Starting in 2009, WestGrid has made an annual purchase of a 64-worker "consortium" license for the MATLAB Distributed Computing Server. In March 2013, the number of worker licenses was increased to 160. The consortium license allows researchers from Canadian academic institutions who have licensed the Parallel Computing Toolbox (or have access to it through a local server) to submit jobs to a WestGrid cluster, even if it is not located at their home institution. Orcinus is the only WestGrid cluster on which the Distributed Computing Server workers run under the consortium license. A separate SFU site license allows for Distributed Computing Server jobs to be run on Bugaboo by researchers from that university.

The MathWorks web site has detailed instructions for running MATLAB in parallel using a combination of the Parallel Computing Toolbox and the Distributed Computing Server.
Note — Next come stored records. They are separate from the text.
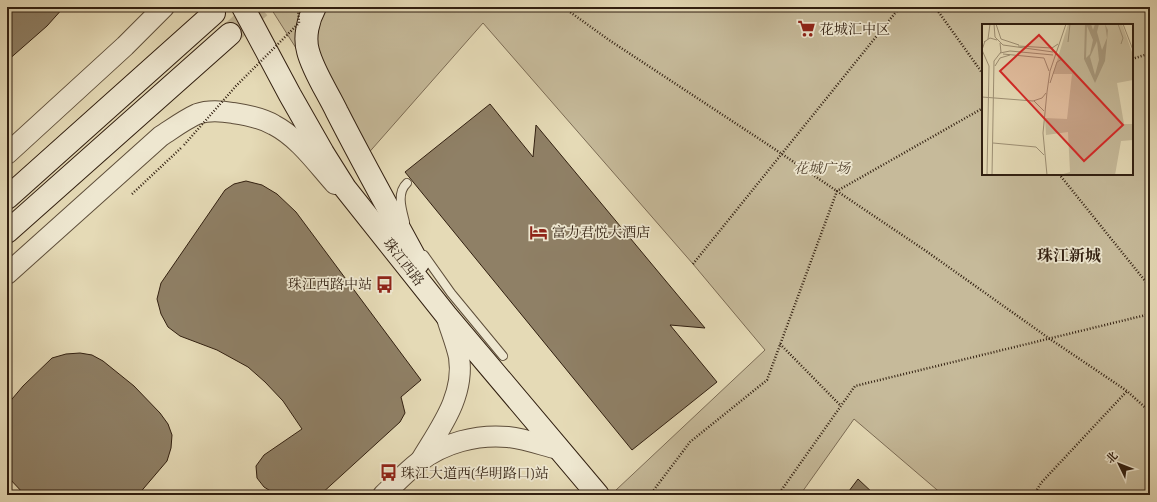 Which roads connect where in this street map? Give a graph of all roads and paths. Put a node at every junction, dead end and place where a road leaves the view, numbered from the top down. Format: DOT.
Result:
graph roads {
  1 [pos="164,7"];
  2 [pos="243,7"];
  3 [pos="298,7"];
  4 [pos="315,7"];
  5 [pos="563,7"];
  6 [pos="900,7"];
  7 [pos="936,7"];
  8 [pos="214,13"];
  9 [pos="230,34"];
  10 [pos="1150,51"];
  11 [pos="1133,59"];
  12 [pos="982,73"];
  13 [pos="982,109"];
  14 [pos="9,152"];
  15 [pos="782,154"];
  16 [pos="1060,175"];
  17 [pos="407,183"];
  18 [pos="837,191"];
  19 [pos="132,194"];
  20 [pos="7,198"];
  21 [pos="7,232"];
  22 [pos="386,240"];
  23 [pos="693,264"];
  24 [pos="7,274"];
  25 [pos="1150,287"];
  26 [pos="1150,314"];
  27 [pos="446,316"];
  28 [pos="1050,339"];
  29 [pos="780,344"];
  30 [pos="503,356"];
  31 [pos="1127,391"];
  32 [pos="841,406"];
  33 [pos="1150,412"];
  34 [pos="558,450"];
  35 [pos="420,462"];
  36 [pos="383,495"];
  37 [pos="598,495"];
  38 [pos="650,495"];
  39 [pos="778,495"];
  40 [pos="1034,495"];
  1 -- 14 [label="street"];
  2 -- 22 [label="main road, 珠江西路"];
  3 -- 19 [label="path, bridge"];
  4 -- 27 [label="main road"];
  5 -- 15 [label="path"];
  6 -- 15 [label="path"];
  7 -- 12 [label="path"];
  8 -- 20 [label="main road"];
  9 -- 21 [label="main road"];
  10 -- 11 [label="path"];
  13 -- 18 [label="path"];
  15 -- 18 [label="path"];
  15 -- 23 [label="path"];
  16 -- 25 [label="path"];
  17 -- 30 [label="lane"];
  18 -- 28 [label="path"];
  18 -- 29 [label="path"];
  22 -- 24 [label="street"];
  22 -- 27 [label="main road, 珠江西路"];
  26 -- 28 [label="path"];
  27 -- 34 [label="main road, 珠江西路"];
  27 -- 35 [label="street"];
  28 -- 31 [label="path"];
  28 -- 32 [label="path"];
  29 -- 32 [label="path"];
  29 -- 38 [label="path"];
  31 -- 33 [label="path"];
  31 -- 40 [label="path"];
  32 -- 39 [label="path"];
  34 -- 35 [label="street"];
  34 -- 37 [label="main road, 珠江西路"];
  35 -- 36 [label="street"];
}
If you own a Parallel Computing Toolbox license and would like to get started using the MATLAB Distributed Computing Server environment on Orcinus, please contact WestGrid technical support to discuss such issues as whether you can submit remote jobs from your own machine or from a supported MATLAB installation at your institution. Researchers from several WestGrid institutions (including U of A, U of C, UBC and SFU) can avoid purchasing Parallel Computing Toolbox licenses, as these are available on local servers. Other institutions may also provide this support.

If you are not using an institution-supported version of MATLAB that has already been set up to submit remote jobs through the Distributed Computing Server and want to submit the jobs from own computer instead, the examples shown below give an idea of the steps required. However, since this involves modifying files within the MATLAB distribution on your own computer, it is sometimes difficult for WestGrid to troubleshoot problems should they arise.

Note that the specific details of the scripts used to submit jobs vary depending on the version of MATLAB being used. We encourage you to use the most recent version whenever possible. In particular, versions R2012a and later handle the remote connection issues in an easier manner, so, that the public key authentication setup described below is only needed for older versions.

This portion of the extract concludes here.